▶ [REQUIREMENT]: Scan the listing below. Copy each line that contains "Jaurès".

▶ [DATA TO PROCESS]:
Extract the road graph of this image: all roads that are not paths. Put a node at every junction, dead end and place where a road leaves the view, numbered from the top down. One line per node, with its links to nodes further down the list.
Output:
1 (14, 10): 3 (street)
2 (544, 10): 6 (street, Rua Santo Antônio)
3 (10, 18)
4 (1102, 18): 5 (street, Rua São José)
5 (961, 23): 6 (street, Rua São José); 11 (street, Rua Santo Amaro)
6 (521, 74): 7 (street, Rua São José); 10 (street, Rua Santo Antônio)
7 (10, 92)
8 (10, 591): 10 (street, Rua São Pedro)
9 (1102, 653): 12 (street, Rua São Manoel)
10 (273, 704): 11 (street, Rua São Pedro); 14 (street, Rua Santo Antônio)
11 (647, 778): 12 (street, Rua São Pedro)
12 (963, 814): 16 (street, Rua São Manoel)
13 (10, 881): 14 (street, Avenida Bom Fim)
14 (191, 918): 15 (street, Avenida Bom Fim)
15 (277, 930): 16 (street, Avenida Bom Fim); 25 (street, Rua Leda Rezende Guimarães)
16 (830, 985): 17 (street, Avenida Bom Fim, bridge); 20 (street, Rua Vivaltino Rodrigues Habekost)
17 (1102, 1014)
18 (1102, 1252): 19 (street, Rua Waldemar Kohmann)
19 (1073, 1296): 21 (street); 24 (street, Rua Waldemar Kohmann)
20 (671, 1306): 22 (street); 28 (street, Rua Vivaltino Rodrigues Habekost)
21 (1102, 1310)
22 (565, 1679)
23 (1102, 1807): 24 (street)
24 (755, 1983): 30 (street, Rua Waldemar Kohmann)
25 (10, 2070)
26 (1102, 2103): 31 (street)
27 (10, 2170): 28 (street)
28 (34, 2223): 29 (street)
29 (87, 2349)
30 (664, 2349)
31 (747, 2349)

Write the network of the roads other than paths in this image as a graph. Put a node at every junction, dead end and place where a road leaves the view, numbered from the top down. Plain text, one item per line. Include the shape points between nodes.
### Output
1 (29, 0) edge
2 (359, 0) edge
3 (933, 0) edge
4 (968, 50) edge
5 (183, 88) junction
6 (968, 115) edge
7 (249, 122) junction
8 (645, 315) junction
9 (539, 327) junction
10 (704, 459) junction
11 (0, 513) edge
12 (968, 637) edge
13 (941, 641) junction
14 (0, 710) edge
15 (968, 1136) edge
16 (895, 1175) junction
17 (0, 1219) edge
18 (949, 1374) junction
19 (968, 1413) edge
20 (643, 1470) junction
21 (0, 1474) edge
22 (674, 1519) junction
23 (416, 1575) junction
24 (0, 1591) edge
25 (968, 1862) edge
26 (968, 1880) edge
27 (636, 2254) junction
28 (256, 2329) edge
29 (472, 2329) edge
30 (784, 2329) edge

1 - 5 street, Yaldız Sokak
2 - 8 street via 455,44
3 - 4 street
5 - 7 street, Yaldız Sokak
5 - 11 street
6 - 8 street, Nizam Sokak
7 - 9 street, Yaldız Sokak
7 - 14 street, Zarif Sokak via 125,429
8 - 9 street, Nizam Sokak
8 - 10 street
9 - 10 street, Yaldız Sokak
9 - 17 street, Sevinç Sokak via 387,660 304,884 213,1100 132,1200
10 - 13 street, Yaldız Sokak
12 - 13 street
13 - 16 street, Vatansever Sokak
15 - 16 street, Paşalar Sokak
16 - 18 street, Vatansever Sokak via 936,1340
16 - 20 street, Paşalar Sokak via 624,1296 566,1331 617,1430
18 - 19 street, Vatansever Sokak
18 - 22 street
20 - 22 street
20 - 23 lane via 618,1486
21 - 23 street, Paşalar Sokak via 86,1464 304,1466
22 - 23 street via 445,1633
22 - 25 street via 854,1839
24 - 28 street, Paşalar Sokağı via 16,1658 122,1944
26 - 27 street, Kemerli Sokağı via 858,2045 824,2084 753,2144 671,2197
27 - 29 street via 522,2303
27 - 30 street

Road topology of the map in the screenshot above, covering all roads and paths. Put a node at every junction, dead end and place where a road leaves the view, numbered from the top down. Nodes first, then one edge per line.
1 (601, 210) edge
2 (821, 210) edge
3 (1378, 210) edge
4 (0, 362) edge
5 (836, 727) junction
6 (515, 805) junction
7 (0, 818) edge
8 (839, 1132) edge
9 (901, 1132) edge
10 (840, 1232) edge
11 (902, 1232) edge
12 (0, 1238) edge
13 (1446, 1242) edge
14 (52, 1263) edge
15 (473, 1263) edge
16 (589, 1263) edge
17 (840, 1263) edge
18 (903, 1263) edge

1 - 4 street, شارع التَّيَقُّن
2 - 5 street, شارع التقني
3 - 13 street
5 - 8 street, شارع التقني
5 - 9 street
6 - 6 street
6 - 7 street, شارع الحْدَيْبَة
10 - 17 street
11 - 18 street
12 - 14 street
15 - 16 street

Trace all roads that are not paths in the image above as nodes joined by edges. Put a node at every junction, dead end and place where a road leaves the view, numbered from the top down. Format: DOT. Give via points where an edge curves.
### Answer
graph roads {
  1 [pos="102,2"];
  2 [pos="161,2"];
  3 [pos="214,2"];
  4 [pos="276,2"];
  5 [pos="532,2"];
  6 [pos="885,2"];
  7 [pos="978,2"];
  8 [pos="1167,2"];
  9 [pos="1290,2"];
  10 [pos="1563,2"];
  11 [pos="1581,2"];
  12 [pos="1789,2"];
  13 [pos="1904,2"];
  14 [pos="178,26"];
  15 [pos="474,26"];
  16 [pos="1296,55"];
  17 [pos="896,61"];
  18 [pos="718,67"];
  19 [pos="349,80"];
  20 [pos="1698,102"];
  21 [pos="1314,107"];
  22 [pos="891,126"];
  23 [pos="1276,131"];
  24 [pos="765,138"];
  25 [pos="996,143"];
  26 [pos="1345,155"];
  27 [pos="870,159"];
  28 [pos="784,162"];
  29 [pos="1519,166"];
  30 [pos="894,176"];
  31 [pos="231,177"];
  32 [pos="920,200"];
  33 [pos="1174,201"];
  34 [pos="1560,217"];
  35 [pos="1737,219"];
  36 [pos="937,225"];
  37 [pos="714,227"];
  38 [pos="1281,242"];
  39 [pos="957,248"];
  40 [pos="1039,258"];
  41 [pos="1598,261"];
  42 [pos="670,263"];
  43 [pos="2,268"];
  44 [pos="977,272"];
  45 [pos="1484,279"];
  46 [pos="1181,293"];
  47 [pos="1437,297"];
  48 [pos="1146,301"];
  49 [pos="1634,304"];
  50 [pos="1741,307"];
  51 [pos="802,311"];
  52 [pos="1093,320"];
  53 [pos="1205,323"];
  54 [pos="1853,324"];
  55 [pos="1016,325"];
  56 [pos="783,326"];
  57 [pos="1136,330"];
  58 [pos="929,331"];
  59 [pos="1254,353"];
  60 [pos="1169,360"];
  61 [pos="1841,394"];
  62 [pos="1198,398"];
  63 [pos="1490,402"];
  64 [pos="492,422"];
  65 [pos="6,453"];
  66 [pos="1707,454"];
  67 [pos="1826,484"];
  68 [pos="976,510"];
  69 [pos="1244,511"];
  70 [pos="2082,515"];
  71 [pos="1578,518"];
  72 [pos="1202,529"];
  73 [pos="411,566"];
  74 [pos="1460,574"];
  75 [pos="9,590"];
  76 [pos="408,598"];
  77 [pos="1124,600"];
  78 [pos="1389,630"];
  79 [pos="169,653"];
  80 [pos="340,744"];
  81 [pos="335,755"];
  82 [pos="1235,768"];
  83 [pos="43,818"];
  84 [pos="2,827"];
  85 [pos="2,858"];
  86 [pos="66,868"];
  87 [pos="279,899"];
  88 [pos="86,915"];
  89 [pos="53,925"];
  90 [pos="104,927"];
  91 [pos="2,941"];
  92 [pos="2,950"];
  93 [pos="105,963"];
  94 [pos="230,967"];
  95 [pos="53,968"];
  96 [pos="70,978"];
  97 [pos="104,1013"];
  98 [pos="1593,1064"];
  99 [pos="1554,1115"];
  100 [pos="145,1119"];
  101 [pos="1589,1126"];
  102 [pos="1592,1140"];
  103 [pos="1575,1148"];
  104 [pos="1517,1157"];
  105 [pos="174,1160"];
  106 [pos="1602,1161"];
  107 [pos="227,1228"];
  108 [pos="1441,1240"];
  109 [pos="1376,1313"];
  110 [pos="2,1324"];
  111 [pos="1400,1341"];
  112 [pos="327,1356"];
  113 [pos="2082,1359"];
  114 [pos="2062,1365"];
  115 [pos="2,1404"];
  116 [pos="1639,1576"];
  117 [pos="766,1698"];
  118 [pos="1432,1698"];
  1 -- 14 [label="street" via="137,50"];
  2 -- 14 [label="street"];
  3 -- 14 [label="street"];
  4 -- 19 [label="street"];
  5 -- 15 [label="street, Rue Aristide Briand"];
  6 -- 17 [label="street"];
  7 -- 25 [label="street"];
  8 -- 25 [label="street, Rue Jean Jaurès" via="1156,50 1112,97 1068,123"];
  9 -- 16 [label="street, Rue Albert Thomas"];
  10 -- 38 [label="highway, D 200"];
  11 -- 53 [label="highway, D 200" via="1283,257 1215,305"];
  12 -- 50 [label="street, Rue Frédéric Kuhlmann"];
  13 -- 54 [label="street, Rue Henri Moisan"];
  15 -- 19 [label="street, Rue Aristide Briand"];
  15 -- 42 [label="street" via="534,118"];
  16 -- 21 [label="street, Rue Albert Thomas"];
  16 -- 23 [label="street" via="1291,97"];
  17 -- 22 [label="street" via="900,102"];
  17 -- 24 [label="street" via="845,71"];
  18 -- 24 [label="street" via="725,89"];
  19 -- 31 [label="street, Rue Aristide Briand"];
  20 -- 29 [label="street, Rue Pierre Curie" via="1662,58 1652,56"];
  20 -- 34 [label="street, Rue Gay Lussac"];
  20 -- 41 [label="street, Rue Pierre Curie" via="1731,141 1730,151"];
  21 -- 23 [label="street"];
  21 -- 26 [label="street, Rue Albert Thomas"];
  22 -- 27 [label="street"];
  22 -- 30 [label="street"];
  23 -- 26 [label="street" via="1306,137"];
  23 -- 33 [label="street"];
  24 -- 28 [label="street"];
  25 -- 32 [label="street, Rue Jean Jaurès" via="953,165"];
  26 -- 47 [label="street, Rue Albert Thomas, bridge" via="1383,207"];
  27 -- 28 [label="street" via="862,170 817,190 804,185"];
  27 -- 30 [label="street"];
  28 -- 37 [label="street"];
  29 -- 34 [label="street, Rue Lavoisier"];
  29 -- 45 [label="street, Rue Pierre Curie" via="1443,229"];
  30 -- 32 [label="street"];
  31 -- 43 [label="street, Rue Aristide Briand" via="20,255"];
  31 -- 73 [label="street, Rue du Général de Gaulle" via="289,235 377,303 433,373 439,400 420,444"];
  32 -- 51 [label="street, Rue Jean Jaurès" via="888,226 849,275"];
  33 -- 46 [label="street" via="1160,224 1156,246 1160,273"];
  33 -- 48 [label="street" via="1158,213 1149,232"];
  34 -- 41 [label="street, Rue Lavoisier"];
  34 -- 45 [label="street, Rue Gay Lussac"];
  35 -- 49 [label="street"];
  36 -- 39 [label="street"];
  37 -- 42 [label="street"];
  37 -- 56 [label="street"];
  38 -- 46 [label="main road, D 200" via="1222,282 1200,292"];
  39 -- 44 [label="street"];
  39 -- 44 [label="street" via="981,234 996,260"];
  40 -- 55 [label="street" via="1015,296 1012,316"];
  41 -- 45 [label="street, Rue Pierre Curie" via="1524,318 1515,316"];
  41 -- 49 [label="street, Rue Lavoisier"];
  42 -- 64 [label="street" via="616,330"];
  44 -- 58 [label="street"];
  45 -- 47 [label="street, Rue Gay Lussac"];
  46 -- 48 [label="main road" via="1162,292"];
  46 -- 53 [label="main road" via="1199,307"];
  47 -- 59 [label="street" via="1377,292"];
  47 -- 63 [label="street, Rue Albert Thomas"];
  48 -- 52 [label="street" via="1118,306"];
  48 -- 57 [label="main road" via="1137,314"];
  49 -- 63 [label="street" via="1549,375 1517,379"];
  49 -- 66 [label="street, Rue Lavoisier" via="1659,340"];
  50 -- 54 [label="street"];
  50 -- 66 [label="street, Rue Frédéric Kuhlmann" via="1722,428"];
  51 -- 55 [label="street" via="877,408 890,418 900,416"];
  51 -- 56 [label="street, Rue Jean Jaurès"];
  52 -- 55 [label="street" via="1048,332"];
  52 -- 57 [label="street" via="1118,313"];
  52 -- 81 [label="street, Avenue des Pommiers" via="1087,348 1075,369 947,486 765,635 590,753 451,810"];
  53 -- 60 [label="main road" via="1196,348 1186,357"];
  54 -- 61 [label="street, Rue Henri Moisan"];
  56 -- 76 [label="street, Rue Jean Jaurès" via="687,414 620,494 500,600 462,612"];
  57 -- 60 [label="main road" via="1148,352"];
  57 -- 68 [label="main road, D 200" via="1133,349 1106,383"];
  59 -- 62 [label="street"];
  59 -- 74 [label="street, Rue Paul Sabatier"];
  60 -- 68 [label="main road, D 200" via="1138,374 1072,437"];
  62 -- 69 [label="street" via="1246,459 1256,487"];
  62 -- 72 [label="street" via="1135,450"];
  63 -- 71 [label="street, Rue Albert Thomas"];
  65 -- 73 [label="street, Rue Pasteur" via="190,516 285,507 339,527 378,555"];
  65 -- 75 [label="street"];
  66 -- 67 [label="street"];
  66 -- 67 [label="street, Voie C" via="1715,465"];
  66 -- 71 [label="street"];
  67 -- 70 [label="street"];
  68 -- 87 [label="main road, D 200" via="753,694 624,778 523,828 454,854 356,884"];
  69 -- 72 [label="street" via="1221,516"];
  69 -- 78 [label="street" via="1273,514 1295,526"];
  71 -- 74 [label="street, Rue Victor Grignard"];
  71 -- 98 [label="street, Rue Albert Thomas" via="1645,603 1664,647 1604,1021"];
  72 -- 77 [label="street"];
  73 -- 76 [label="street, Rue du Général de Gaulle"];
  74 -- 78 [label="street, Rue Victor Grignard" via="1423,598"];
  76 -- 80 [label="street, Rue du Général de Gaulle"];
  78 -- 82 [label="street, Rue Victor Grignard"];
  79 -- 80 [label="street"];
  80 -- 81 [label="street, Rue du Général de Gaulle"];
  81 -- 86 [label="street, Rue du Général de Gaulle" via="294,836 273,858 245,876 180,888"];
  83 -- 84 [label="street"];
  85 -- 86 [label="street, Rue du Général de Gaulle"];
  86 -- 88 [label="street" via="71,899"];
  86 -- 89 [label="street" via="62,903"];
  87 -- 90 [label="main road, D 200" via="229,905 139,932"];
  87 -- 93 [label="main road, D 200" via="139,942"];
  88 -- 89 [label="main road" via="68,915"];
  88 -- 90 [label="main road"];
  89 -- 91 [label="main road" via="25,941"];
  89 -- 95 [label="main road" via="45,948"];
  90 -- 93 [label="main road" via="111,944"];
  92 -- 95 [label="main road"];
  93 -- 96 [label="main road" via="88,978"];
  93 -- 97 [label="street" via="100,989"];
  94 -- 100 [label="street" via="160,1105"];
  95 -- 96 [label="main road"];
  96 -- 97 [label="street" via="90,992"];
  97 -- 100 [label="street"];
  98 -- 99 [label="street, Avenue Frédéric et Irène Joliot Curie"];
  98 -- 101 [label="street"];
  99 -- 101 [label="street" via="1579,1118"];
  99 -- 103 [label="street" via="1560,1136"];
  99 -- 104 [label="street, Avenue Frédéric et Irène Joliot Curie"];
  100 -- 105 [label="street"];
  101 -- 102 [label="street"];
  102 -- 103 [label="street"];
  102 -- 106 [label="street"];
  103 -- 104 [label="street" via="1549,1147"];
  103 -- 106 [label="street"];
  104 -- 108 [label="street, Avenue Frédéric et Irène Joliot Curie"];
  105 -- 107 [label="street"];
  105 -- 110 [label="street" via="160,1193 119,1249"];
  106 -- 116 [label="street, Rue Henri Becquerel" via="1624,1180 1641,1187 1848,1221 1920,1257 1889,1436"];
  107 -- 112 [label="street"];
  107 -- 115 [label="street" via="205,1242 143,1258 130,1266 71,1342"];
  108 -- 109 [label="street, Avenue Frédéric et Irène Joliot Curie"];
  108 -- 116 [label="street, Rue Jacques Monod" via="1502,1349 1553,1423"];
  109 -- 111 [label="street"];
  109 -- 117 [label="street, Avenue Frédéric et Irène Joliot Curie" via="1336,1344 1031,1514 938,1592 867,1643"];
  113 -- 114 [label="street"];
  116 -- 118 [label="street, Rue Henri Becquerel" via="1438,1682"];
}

▶ [SOLVED PROBLEM]:
  8 -- 25 [label="street, Rue Jean Jaurès" via="1156,50 1112,97 1068,123"];
  25 -- 32 [label="street, Rue Jean Jaurès" via="953,165"];
  32 -- 51 [label="street, Rue Jean Jaurès" via="888,226 849,275"];
  51 -- 56 [label="street, Rue Jean Jaurès"];
  56 -- 76 [label="street, Rue Jean Jaurès" via="687,414 620,494 500,600 462,612"];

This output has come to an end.